Lithuania won twice in the 1930’s and took gold again in 2003, but the very
first champion was Latvia. Profoundly unheralded, the scrappy long-shots
shocked the continent in 1935. It was a great Latvian triumph on the eve of
great tragedy for many nations, Latvia included. With Russia once again
menacing its neighbors, it is a fitting time to revisit one of the greatest
moments of Latvian sporting history in Aigars Grauba’s Dream Team 1935 (trailer here), which screens during Panorama Europe at
the Museum of the Moving Image.
It
was a different game in 1930’s Europe. A jump ball followed every successful bucket
and free throws were shot granny-style, but it was still handy to have an
enforcer on the team. Vlademars Baumanis understands this only too well. Initially,
the player-coach loses the Latvian championship because of some thuggish play.
However, the victorious coach declines to take his team to the European
championship, because the corrupt national sports committee has already squandered
the ear-marked funds. While protesting to anyone who will listen, Baumanis accepts
an instantly regretted dare to cobble together his own national team, trading
in his uniform for a suit and tie.
Bitter
rivals from both the Army and University Clubs will come together to represent
Latvia, but it will take time to congeal as a true team. At least they will be
in the best shape of the careers, thanks to relentless conditioning coach
Rihards Deksenieks. Baumanis is a master strategist (at least by 1930’s
standards) and the Latvia team has considerable skills, but just getting to
Geneva will be an adventure thanks to the obstructionist sports committee.
Dream Team is a reliably
entertaining underdogs-triumphant sport story, with some nicely rendered period
details and a peppy big band soundtrack. Many basketball fanatics will probably
be amused by the decidedly less glamorous style of play.
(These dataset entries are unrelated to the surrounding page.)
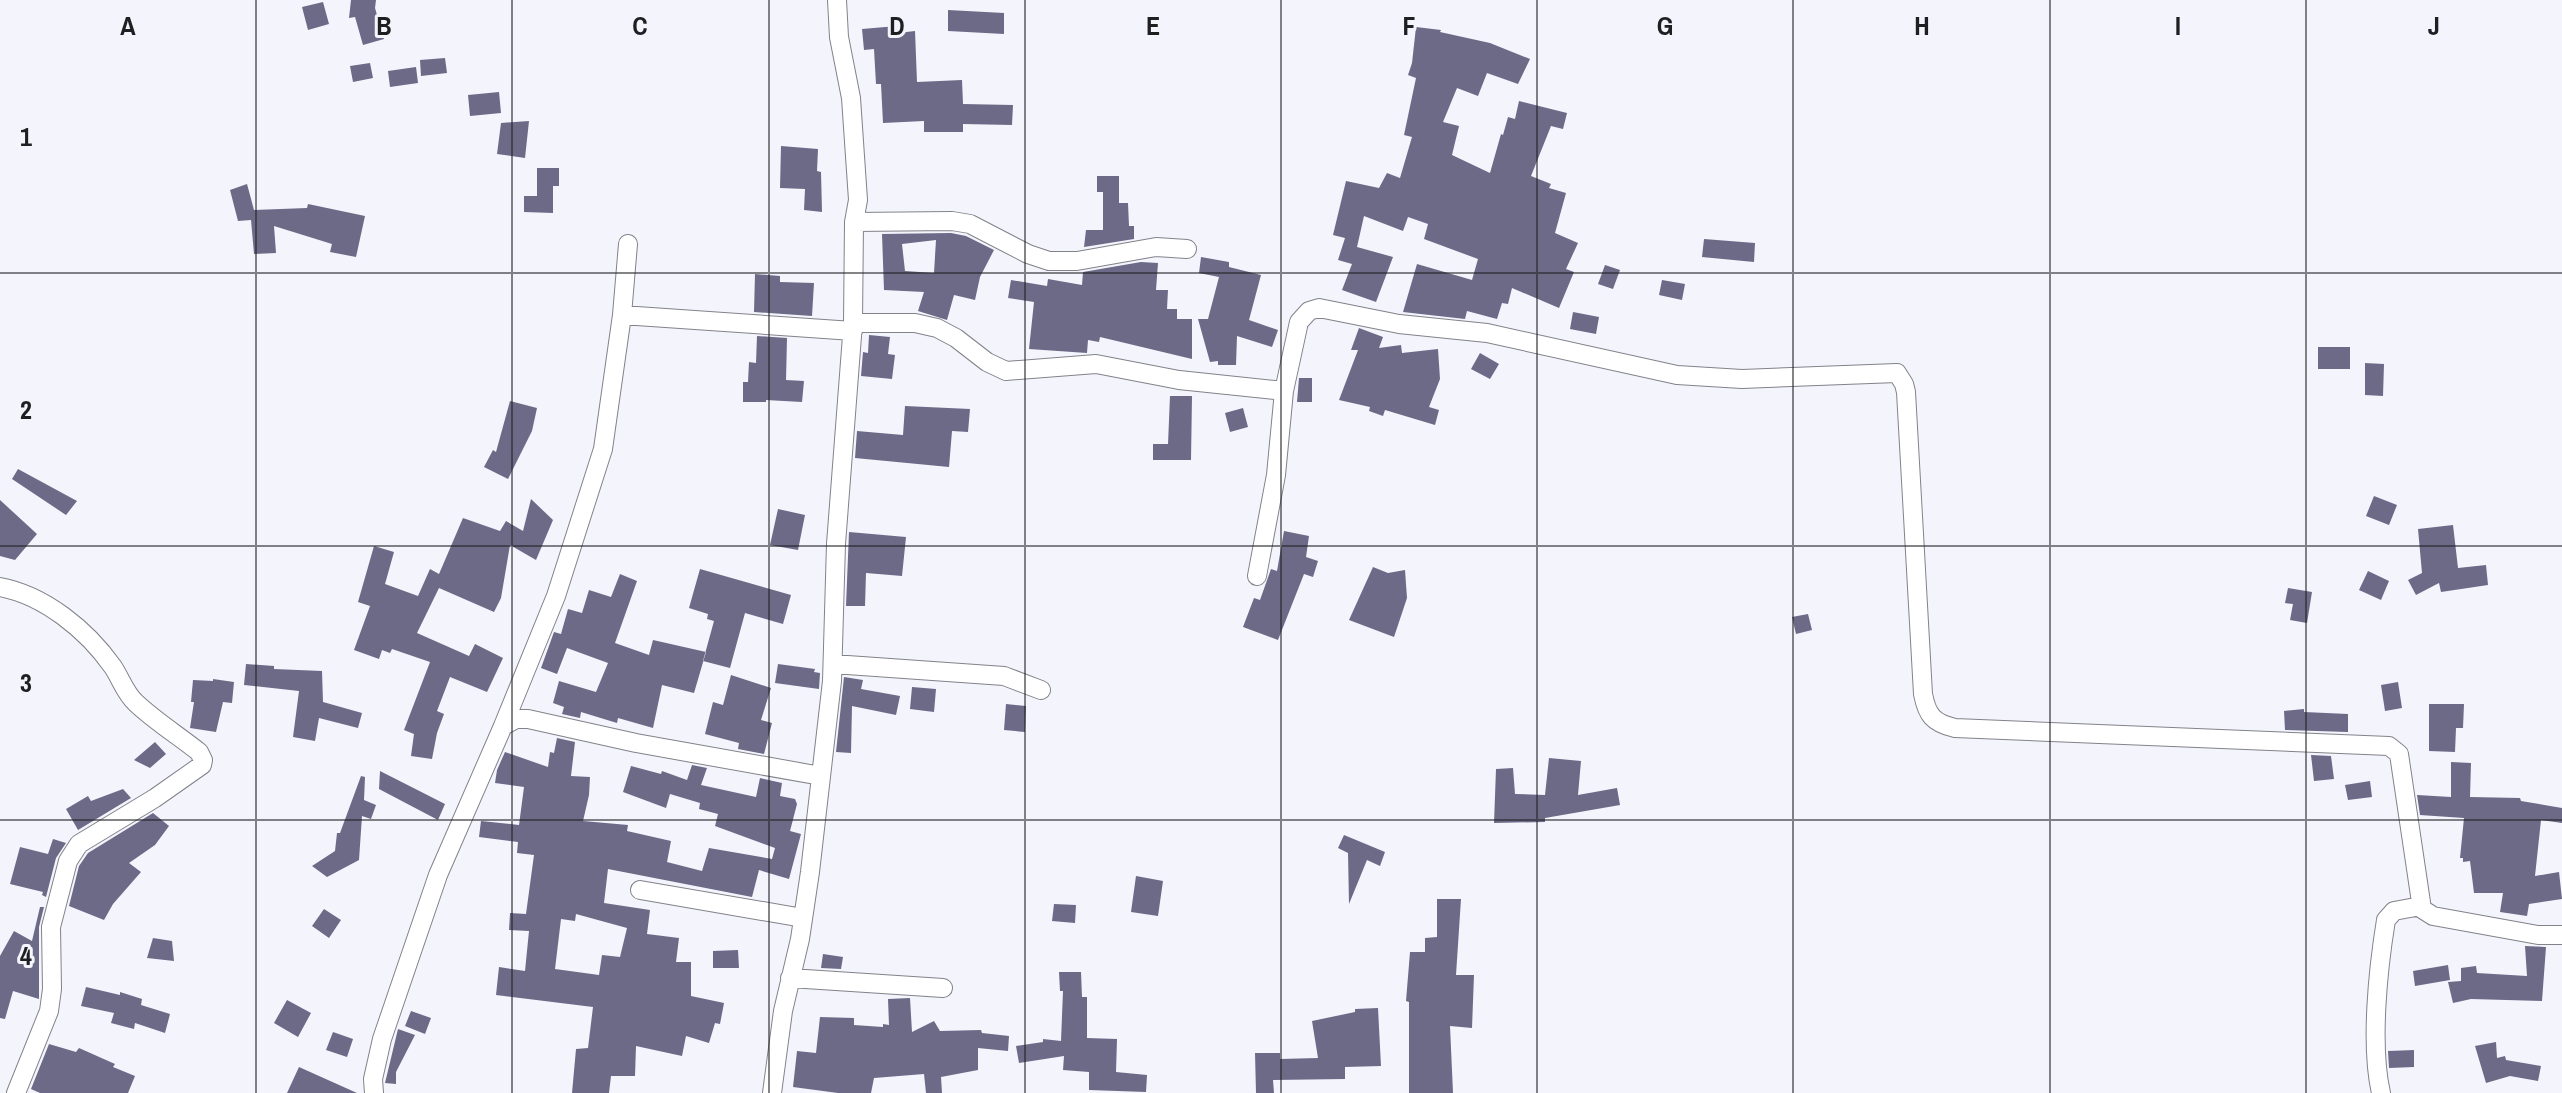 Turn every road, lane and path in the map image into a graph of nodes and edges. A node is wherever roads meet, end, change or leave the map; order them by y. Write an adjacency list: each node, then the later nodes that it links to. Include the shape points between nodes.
1 (837, 0): 2 (street, via 856,141)
2 (854, 222): 4 (street, via 970,224 1049,261 1156,247); 6 (street)
3 (628, 244): 5 (street)
4 (1187, 249)
5 (622, 315): 6 (street); 12 (street, via 603,449 556,596)
6 (853, 327): 7 (street, via 915,323 937,328 1006,371 1096,364 1179,380); 10 (street, via 836,544)
7 (1284, 391): 8 (street, via 1276,475); 15 (street, via 1299,322 1319,308 1399,324 1487,333 1677,375 1742,379 1897,373 1906,392 1923,694 1930,718 1955,728 2393,747 2399,754)
8 (1257, 576)
9 (0, 587): 20 (street, via 35,598 73,625 110,663 133,701 203,760 71,854 50,935 49,1011)
10 (833, 664): 11 (street, via 1004,676); 13 (street)
11 (1041, 690)
12 (503, 726): 13 (street, via 528,719); 21 (street, via 433,889 382,1039)
13 (821, 776): 16 (street)
14 (640, 890): 16 (street)
15 (2421, 906): 17 (street, via 2433,916); 23 (street, via 2394,911 2386,920 2375,1039)
16 (803, 918): 18 (street)
17 (2562, 935)
18 (790, 978): 19 (street); 22 (street)
19 (943, 988)
20 (16, 1093)
21 (374, 1093)
22 (772, 1093)
23 (2381, 1093)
Yet, Dream Team features one of the most devastating
series of what-happened-to post-scripts of nearly any film. It turns out nearly
every coach and player met a tragic end either as Soviet or National Socialist
conscripts (sometimes both) during the war or in Soviet gulags afterward. (Nearly
eighty years later, history threatens to repeat itself, as Russia once again
casts a covetous eye on the Baltic Republics.)
Janis
Amanis is a bit stiff as Baumanis, but he certainly looks earnest. In contrast,
Vilis Daudzins plays Deksenieks with hardnosed charisma, while Marcis Manjakovs
convincingly portrays the maturation of Latvia’s star player, Rudolfs Jurcins.
Unfortunately, there is not much for Inga Alsina to do as Baumanis’s wife
Elvira, except sitting around, having faith in him.